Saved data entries

►

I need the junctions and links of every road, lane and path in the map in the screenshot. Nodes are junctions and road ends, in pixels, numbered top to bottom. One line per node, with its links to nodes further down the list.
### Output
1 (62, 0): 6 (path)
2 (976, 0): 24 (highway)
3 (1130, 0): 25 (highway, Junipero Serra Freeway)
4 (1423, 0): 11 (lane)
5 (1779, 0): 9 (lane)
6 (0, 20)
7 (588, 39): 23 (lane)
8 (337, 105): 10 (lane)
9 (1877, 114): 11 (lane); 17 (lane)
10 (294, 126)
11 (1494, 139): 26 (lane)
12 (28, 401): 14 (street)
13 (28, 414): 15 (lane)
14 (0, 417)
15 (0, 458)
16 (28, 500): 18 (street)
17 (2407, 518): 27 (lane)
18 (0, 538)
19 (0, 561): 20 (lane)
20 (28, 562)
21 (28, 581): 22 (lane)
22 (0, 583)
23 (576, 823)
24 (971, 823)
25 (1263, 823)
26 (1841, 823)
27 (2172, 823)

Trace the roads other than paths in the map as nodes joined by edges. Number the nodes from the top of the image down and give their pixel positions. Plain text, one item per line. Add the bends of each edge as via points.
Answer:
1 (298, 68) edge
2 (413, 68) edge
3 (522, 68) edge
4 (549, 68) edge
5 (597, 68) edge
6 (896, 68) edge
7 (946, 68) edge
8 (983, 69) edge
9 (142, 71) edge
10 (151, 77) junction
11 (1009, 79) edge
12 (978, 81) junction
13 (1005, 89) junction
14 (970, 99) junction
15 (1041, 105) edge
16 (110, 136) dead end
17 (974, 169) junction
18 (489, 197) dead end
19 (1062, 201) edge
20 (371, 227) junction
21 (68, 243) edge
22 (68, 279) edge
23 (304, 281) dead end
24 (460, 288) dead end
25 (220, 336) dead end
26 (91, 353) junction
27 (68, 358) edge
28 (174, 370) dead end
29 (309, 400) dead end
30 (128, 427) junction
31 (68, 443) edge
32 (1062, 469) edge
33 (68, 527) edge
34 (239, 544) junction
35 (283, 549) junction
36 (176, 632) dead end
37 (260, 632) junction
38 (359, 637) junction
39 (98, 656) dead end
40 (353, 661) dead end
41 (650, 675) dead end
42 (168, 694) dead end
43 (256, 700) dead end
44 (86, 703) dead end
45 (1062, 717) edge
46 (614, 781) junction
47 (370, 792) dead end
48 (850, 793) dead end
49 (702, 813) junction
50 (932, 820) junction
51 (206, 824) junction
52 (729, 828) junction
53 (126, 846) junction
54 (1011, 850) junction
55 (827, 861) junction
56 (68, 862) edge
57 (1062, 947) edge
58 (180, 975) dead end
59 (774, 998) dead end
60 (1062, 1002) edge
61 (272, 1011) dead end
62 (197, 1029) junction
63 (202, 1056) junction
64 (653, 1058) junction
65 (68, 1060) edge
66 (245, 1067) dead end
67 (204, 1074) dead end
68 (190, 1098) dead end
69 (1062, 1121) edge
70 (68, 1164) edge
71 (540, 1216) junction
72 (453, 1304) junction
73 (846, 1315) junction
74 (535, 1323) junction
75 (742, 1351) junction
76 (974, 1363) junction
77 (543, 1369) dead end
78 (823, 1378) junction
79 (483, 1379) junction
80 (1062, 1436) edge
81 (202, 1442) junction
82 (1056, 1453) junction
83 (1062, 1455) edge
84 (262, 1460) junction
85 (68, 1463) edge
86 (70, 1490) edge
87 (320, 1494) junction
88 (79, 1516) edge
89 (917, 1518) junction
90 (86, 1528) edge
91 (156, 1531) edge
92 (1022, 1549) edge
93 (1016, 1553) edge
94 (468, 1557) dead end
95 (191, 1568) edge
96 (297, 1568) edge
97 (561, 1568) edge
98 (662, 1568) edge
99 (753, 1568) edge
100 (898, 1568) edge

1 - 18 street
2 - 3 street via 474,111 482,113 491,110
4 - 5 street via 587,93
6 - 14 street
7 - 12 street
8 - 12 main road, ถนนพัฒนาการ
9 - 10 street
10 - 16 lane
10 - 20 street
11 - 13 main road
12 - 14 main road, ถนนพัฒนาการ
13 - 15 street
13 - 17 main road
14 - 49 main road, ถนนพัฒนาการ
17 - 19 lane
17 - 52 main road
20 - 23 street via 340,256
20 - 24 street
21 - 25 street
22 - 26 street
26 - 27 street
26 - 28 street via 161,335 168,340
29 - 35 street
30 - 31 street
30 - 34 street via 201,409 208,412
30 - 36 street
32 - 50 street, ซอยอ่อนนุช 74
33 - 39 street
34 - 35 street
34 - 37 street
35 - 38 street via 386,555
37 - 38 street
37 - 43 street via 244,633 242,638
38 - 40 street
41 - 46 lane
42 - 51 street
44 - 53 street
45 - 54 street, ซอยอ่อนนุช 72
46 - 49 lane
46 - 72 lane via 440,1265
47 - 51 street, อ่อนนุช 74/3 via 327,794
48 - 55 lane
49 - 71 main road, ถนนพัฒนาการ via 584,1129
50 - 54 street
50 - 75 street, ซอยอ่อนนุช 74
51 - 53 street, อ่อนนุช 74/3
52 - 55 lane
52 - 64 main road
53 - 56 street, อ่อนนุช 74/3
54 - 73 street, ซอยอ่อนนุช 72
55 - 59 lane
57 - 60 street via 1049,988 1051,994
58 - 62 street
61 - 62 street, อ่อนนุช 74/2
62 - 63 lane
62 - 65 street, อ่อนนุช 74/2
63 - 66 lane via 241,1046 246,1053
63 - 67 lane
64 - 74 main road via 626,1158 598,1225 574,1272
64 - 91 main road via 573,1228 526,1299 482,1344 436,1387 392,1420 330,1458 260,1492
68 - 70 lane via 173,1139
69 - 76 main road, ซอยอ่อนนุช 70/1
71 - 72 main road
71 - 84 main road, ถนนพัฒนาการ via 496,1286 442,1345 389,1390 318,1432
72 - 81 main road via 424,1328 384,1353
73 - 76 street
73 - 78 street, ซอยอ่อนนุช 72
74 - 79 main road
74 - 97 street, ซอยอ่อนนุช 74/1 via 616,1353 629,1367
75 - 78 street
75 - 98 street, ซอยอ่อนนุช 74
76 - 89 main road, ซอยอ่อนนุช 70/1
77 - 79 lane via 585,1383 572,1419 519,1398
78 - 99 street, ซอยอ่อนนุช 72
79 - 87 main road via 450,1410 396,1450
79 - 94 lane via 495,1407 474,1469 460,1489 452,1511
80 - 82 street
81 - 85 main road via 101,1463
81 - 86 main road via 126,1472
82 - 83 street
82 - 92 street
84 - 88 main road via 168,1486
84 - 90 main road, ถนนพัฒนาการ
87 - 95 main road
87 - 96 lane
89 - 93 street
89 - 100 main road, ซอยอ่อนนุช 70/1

◄

_Problem_:
Copy each line of the entries in which the string "down" is found.

_Task answer_:
I need the junctions and links of every road, lane and path in the map in the screenshot. Nodes are junctions and road ends, in pixels, numbered top to bottom. One line per node, with its links to nodes further down the list.
Trace the roads other than paths in the map as nodes joined by edges. Number the nodes from the top of the image down and give their pixel positions. Plain text, one item per line. Add the bends of each edge as via points.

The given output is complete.